Publiée en 2014, Chroniques du Centre-Sud de Richard Suicide et de William Parano se présente comme « la toute première étude anthropologique sérieuse — sous forme de bande dessinée — sur la faune (houblonnée) et la flore (gastrique) du vénérable quartier ». Si l’expression « étude anthropologique » laisse entendre que la description de Centre-Sud se fera depuis l’extérieur, c’est pourtant à une expérience vécue de l’intérieur à laquelle le bédéiste nous invite, loin du non neutre et académique auquel on pourrait s’attendre. Déménagé dans les années 1980 sur la rue Cartier, Richard Suicide trace le portrait de cette enclave de la métropole qui passe tour à tour à travers son époque « deep-trash », puis « crunchy-hardcore » et enfin « nihilo-trash-hardcore ». Dans un récit qui oscille entre l’ironie et la nostalgie, le narrateur raconte différentes anecdotes qui mettent en scène les habitants du quartier ainsi que leur mode de vie, s’intéresse tout particulièrement à la succession des boutiques miteuses de la rue Ontario et formule plusieurs craintes devant la gentrification.
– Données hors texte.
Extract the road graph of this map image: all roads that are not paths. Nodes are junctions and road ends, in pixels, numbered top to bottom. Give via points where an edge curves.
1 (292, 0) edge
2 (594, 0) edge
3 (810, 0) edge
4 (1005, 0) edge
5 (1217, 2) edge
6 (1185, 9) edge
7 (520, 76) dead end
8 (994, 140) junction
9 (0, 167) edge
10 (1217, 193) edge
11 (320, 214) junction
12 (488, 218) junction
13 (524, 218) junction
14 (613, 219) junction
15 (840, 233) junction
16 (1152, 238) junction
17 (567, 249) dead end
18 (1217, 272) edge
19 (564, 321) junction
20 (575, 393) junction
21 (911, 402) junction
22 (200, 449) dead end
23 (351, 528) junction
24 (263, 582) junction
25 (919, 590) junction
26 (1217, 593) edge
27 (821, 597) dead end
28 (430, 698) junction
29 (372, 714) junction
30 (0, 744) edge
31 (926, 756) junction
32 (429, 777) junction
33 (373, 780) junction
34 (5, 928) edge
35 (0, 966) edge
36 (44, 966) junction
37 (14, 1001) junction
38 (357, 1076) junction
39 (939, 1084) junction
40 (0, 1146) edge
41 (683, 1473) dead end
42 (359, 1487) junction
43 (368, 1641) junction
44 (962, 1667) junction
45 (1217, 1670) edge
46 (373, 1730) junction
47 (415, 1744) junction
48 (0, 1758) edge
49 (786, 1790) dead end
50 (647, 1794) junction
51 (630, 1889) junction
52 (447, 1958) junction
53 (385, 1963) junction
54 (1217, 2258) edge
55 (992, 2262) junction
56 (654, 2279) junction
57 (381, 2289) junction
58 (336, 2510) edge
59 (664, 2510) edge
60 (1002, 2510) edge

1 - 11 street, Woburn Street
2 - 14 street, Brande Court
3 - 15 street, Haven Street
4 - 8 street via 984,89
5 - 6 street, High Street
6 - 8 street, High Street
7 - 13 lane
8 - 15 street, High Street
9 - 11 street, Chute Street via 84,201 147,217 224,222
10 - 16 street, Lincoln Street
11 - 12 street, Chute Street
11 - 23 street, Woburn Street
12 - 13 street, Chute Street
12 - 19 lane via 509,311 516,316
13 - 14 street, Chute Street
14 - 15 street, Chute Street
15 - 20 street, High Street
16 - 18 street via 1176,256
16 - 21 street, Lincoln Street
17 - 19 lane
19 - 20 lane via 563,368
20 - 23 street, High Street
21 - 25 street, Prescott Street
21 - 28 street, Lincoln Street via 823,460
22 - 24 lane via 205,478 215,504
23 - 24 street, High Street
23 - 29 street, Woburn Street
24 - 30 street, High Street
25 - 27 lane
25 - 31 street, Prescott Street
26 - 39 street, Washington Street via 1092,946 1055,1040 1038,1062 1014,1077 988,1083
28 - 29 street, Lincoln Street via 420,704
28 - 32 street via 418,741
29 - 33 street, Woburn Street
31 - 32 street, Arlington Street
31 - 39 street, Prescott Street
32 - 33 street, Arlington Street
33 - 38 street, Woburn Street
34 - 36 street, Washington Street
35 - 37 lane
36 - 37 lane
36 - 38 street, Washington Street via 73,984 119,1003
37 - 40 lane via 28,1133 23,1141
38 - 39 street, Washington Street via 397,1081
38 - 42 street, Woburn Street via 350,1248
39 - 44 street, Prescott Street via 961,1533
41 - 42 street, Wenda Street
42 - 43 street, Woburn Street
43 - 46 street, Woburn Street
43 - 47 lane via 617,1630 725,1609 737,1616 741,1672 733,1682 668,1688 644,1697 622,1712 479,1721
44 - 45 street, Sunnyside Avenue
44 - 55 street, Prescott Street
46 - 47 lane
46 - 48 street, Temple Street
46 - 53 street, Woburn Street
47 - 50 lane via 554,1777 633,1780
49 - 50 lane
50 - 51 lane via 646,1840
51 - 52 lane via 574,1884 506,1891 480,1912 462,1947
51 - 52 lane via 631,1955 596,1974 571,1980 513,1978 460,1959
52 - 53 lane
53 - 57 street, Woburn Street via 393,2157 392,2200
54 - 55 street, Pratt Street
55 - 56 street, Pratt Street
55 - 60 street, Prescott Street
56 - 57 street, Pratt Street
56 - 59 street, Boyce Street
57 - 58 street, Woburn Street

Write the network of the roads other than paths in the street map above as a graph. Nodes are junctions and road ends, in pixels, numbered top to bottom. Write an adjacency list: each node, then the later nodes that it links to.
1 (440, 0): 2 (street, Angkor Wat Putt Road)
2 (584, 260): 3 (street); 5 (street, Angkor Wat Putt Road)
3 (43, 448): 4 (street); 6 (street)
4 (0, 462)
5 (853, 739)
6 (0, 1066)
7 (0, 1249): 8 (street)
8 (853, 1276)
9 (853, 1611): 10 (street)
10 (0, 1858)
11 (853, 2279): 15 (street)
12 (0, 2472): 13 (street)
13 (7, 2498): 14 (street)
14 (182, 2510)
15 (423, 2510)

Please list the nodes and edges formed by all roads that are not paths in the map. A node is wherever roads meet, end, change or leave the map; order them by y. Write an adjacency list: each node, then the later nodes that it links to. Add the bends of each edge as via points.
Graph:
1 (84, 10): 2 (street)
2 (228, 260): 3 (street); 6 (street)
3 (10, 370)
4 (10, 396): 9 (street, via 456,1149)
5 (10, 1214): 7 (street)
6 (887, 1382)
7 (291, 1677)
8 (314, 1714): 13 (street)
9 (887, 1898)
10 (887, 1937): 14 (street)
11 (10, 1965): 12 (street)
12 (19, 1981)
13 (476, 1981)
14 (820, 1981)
Dans cette succession de constats ethnographiques acerbes, un motif se révèle récurrent sous la plume de Suicide, celui du recyclage. C’est d’abord à un destin cyclique que l’auteur condamne les habitants de Centre-Sud lorsqu’il affirme « […] que toute cette populace vit, meurt et se réincarne au même endroit, comme pour jouer dans une pièce de théâtre qui ne se termine jamais! » Le personnage qui retient tout particulièrement l’attention du bédéiste est par ailleurs celui d’un voisin surnommé le bison, un « ramasseux de junk » et maître du « patentage » qui partage sa vie entre boire de la bière et échanger les bouteilles pour acheter davantage d’alcool. Les soirées du bison observent toujours le même schéma et se terminent inévitablement par une intervention policière, jusqu’au jour où il se fait évincer de son appartement. Dans le cadre de cette communication, je me propose donc de m’attacher à ces différentes incarnations du motif du recyclage qui parsèment les Chroniques du Centre-Sud et qui dressent le portrait d’un quartier où l’on est condamné à répéter les mêmes gestes.